In January 2020 several new laws will come into force that will affect the Communities of Owners and their residents. Here are three pieces of legislation that may affect you:

NEW RULE ESTABLISHES THAT PEOPLE WHO WORK FOR HOMEOWNERS’ ASSOCIATIONS AND OTHER BUSINESS ENTITIES ARE MORE LIKELY TO BE TREATED AS EMPLOYEES THAN INDEPENDENT CONTRACTORS

AB5 (Gonzalez) states that people who work for a homeowners association or other business entity are more likely to be described as employees than independent contractors. This legislation provides that a person who provides work or services for compensation is considered an employee rather than an independent contractor, unless the employer demonstrates all of the following:

1. The worker is free from the control of the hiring entity;

2. The worker performs tasks outside the scope of the contracting entity’s business; Y

3. The worker has his own independent business.

A gardener hired by the homeowners association to perform routine landscaping work may be considered an employee of the association rather than an independent contractor even though the gardener’s business is a separate legal entity, particularly if the association controls the work performed by the gardener. and part of the association’s responsibility includes gardening.

NEW LEGISLATION REQUIRES HOMEOWNERS ASSOCIATIONS TO ALLOW DOORS AND FRAMES CONTAIN RELIGIOUS ITEMS

SB652 (Allen) requires homeowners associations to allow residents to place religious items on doors and doorframes of residences if the items meet certain reasonable size and other criteria established by the association, provided the items are installed based on a sincere religious belief. The legislation does not define what is meant by “sincere religious belief”. In addition, the legislation does not define what is meant by “religious element”. The legislation allows the association to require the resident to remove the religious item, as needed for routine maintenance, such as painting the doors and door frames.
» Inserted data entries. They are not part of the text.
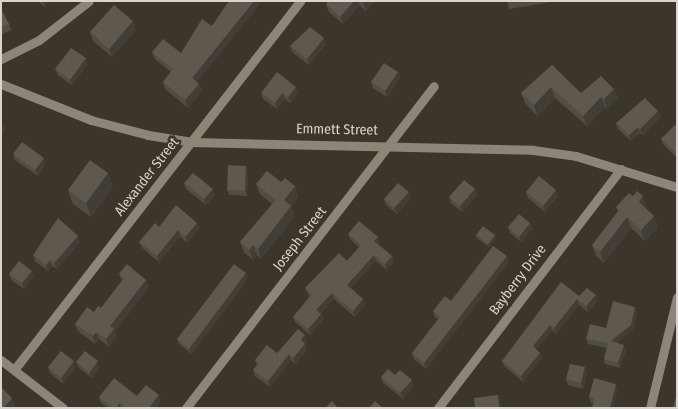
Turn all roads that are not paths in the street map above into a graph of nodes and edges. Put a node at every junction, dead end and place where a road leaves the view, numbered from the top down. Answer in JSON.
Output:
{"nodes":[{"id":1,"x":89,"y":1,"type":"edge"},
{"id":2,"x":300,"y":1,"type":"edge"},
{"id":3,"x":1,"y":59,"type":"edge"},
{"id":4,"x":1,"y":84,"type":"edge"},
{"id":5,"x":434,"y":86,"type":"dead end"},
{"id":6,"x":192,"y":142,"type":"junction"},
{"id":7,"x":391,"y":145,"type":"junction"},
{"id":8,"x":620,"y":169,"type":"junction"},
{"id":9,"x":677,"y":187,"type":"edge"},
{"id":10,"x":677,"y":296,"type":"edge"},
{"id":11,"x":1,"y":360,"type":"edge"},
{"id":12,"x":14,"y":370,"type":"junction"},
{"id":13,"x":63,"y":408,"type":"edge"},
{"id":14,"x":186,"y":408,"type":"edge"},
{"id":15,"x":438,"y":408,"type":"edge"},
{"id":16,"x":650,"y":408,"type":"edge"}],
"edges":[{"from":1,"to":3,"type":"street"},
{"from":2,"to":6,"type":"street","name":"Alexander Street"},
{"from":4,"to":6,"type":"street","name":"Emmett Street"},
{"from":5,"to":7,"type":"street","name":"Joseph Street"},
{"from":6,"to":7,"type":"street","name":"Emmett Street"},
{"from":6,"to":12,"type":"street","name":"Alexander Street"},
{"from":7,"to":8,"type":"street","name":"Emmett Street"},
{"from":7,"to":14,"type":"street","name":"Joseph Street"},
{"from":8,"to":9,"type":"street","name":"Emmett Street"},
{"from":8,"to":15,"type":"street","name":"Bayberry Drive"},
{"from":10,"to":16,"type":"street"},
{"from":11,"to":12,"type":"street"},
{"from":12,"to":13,"type":"street"}]}
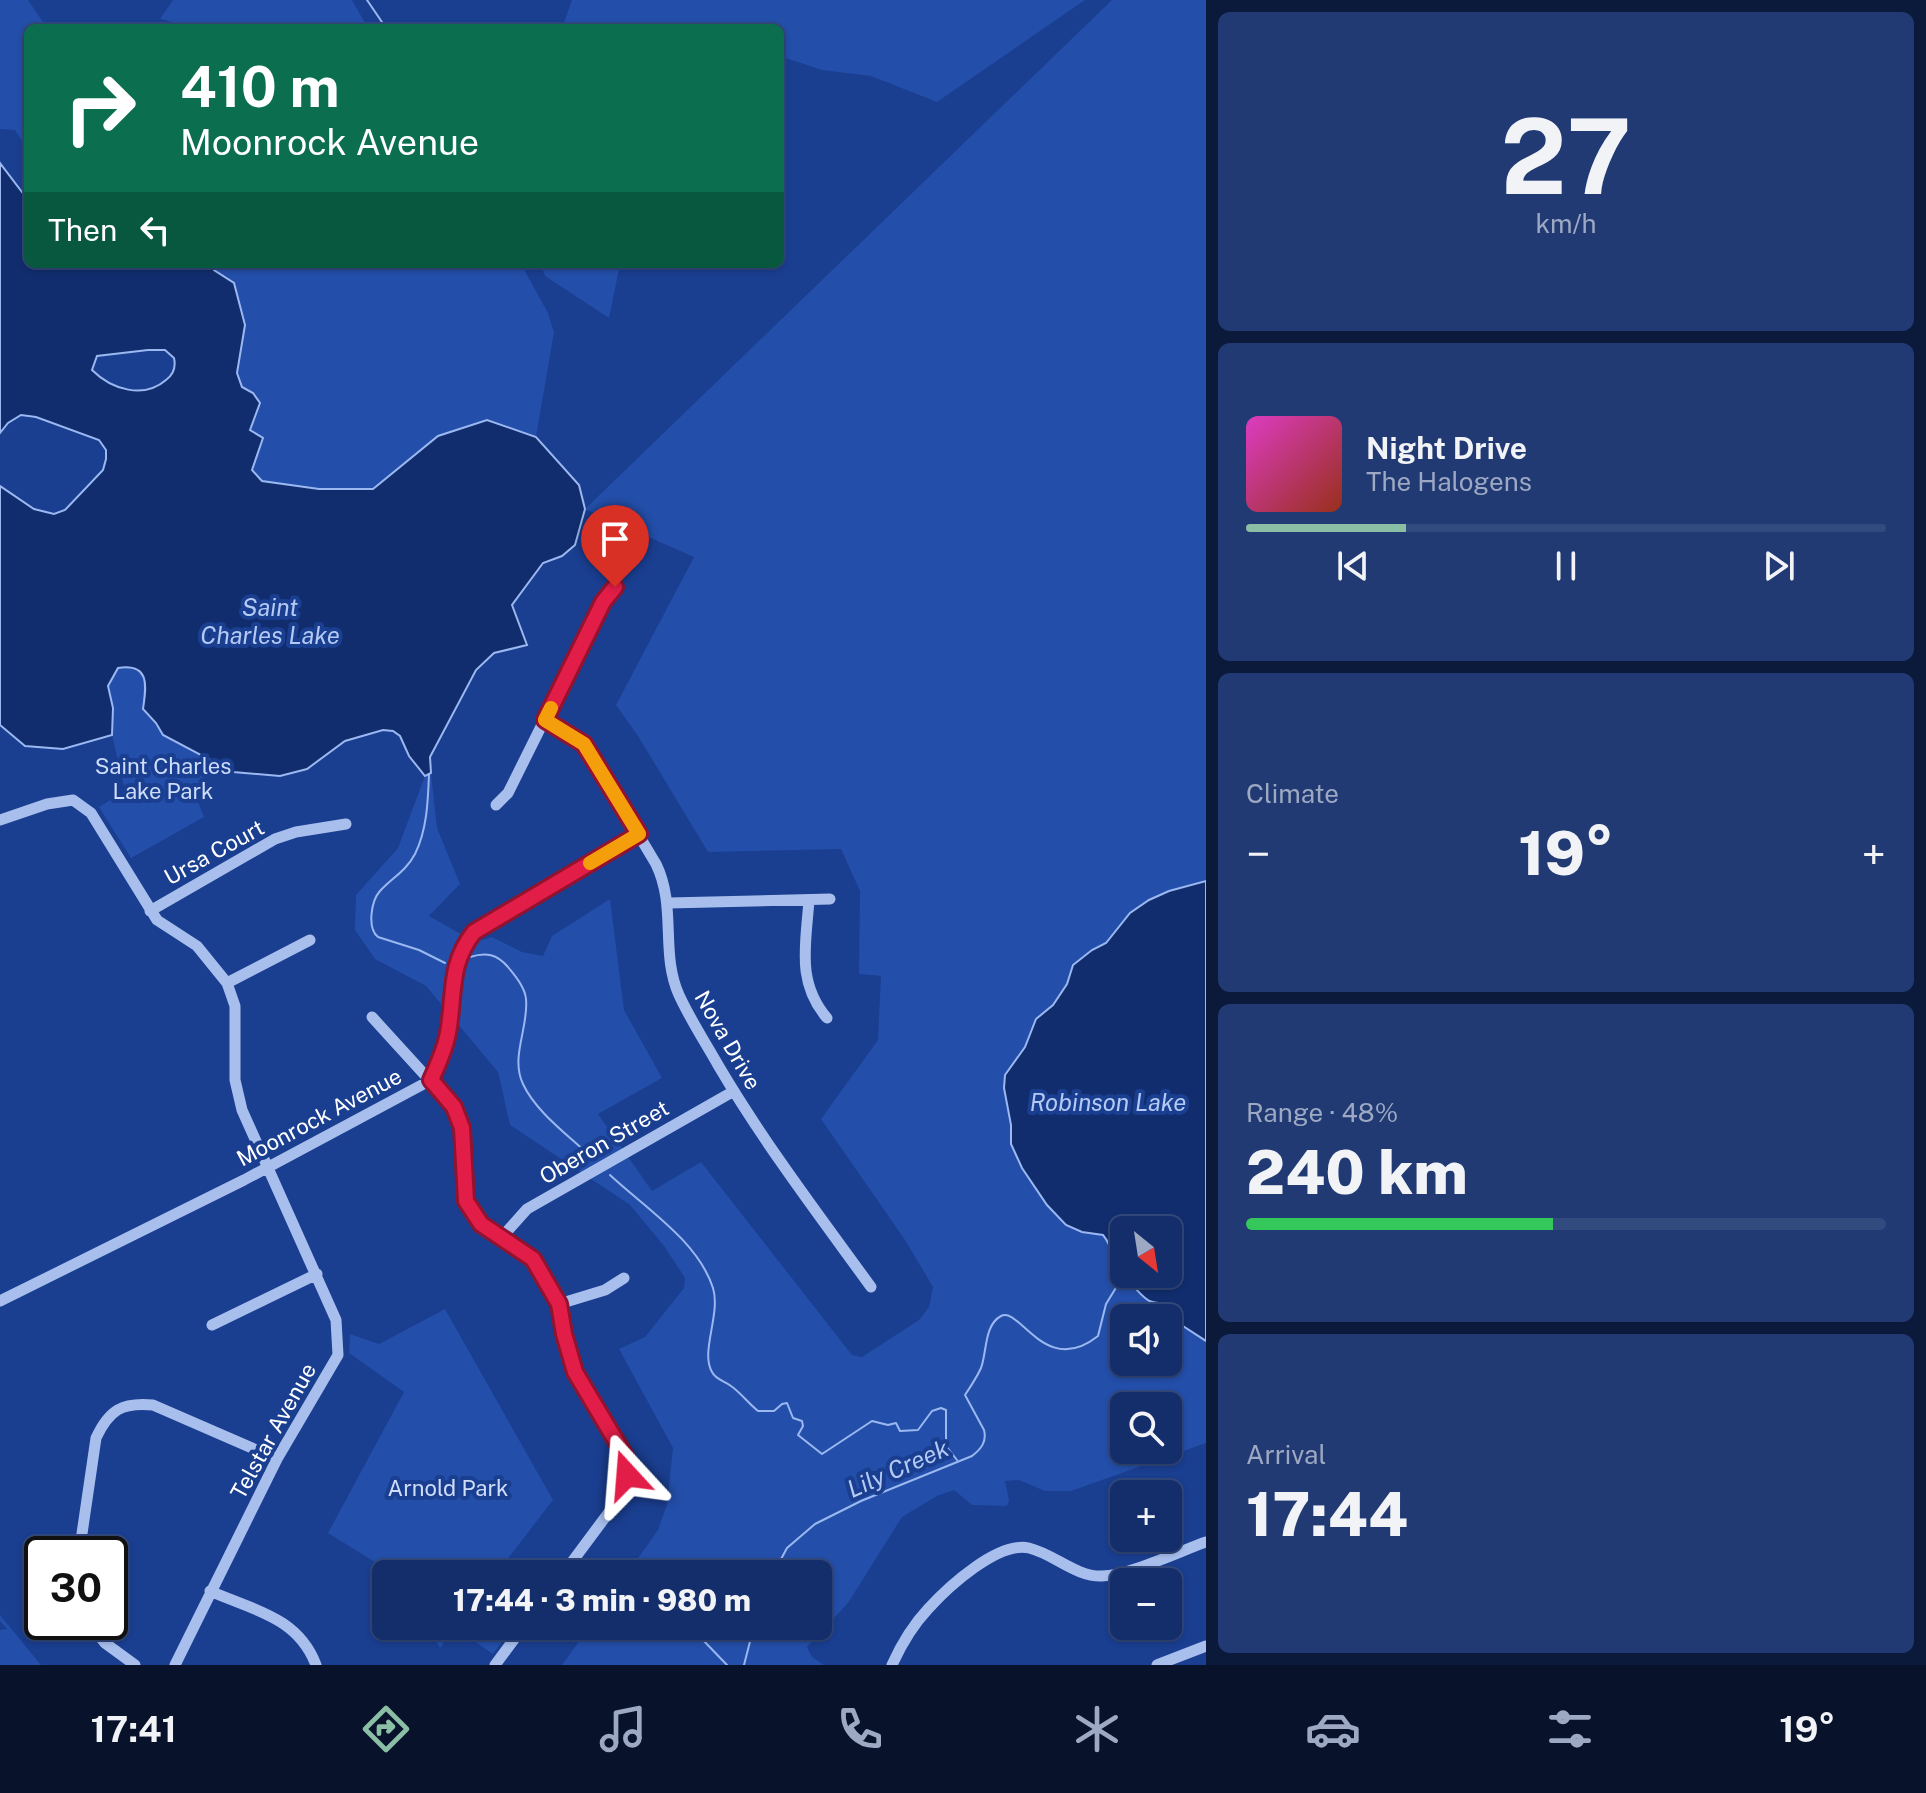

NEW LEGISLATION CLARIFIES THE NUMBER OF CHILDREN ALLOWED IN FAMILY DAY CARE CENTERS

AB234 (Skinner) expressly states that dwellings, such as condominiums, must be allowed to provide family day care facilities. This includes large family day care (up to 14 children) and small family day care (7-14 children). The legislation allows the association to apply general rules and restrictions to child care uses. For example, the association may have rules related to noise, parking, and insurance that apply to other homeowners, which would also apply to family day care centers.